Gather all lines in the entries below that include the word "Canton".
*** Opening of INFORMATION SHOWN ***
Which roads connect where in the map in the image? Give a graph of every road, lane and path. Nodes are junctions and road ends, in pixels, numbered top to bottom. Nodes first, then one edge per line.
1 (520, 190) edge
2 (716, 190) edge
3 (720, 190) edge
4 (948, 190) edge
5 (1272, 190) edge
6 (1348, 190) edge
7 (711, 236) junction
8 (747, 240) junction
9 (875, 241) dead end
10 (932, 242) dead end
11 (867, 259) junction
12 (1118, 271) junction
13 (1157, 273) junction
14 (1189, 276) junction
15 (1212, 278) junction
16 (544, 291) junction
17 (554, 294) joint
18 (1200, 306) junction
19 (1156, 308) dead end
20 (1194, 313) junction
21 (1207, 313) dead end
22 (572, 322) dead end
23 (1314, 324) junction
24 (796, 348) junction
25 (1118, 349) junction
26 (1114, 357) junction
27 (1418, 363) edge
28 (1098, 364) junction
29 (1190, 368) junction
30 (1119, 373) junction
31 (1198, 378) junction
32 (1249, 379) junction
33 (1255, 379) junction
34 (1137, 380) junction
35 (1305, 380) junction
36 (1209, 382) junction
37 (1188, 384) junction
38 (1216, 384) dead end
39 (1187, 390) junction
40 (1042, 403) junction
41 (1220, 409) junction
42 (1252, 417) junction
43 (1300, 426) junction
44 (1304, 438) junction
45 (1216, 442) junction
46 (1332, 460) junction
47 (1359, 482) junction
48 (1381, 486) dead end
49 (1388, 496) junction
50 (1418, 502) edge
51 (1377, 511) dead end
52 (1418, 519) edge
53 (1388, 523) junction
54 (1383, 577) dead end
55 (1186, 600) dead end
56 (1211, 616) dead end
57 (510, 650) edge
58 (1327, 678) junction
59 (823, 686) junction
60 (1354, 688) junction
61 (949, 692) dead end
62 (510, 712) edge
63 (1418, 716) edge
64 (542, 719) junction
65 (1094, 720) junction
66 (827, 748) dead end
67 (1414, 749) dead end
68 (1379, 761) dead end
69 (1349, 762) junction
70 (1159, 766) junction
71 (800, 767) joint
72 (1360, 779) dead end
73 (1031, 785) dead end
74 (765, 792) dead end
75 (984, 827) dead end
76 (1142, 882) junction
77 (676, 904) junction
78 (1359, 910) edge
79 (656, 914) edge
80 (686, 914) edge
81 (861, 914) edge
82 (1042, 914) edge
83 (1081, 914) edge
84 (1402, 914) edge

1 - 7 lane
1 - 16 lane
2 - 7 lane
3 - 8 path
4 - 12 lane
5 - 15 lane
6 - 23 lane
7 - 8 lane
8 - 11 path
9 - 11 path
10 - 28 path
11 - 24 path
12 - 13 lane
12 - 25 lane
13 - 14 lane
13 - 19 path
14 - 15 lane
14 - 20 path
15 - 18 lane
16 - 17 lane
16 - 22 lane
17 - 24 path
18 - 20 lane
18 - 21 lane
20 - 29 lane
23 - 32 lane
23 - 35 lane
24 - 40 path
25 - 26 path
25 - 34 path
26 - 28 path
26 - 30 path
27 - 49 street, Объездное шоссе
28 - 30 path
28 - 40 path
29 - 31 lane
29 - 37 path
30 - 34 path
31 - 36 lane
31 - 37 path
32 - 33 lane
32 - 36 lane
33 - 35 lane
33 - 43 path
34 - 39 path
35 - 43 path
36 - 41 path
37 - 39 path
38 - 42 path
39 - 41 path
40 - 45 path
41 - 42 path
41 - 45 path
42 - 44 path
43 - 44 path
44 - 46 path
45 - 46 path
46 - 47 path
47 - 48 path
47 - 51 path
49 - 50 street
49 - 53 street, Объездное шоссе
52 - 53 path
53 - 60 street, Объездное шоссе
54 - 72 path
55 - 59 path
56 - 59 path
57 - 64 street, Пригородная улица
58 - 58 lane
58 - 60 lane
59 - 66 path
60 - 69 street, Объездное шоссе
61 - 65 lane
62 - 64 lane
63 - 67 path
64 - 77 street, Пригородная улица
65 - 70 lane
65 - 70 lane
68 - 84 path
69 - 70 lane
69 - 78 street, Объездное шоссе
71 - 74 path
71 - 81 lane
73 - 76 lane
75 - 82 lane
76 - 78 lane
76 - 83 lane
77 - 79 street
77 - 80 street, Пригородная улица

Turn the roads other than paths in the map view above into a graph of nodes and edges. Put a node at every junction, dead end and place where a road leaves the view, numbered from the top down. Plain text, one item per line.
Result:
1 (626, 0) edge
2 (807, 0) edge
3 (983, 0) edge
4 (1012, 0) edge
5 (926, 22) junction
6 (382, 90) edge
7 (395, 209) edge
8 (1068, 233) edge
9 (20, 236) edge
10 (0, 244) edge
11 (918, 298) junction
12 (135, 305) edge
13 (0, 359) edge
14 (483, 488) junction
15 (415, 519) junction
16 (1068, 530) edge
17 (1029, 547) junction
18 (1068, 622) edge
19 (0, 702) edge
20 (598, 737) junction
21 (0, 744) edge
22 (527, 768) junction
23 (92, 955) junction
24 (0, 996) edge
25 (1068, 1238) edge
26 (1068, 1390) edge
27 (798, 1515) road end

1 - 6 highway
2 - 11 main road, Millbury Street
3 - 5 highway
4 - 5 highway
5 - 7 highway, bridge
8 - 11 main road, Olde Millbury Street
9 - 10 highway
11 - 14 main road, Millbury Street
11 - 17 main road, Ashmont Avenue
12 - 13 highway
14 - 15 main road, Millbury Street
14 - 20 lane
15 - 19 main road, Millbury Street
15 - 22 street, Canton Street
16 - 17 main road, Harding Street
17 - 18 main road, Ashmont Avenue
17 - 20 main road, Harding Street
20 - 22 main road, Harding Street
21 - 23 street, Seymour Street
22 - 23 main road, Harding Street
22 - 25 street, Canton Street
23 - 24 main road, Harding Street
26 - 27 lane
*** Close of INFORMATION SHOWN ***
EXERCISE RESPONSE =
15 - 22 street, Canton Street
22 - 25 street, Canton Street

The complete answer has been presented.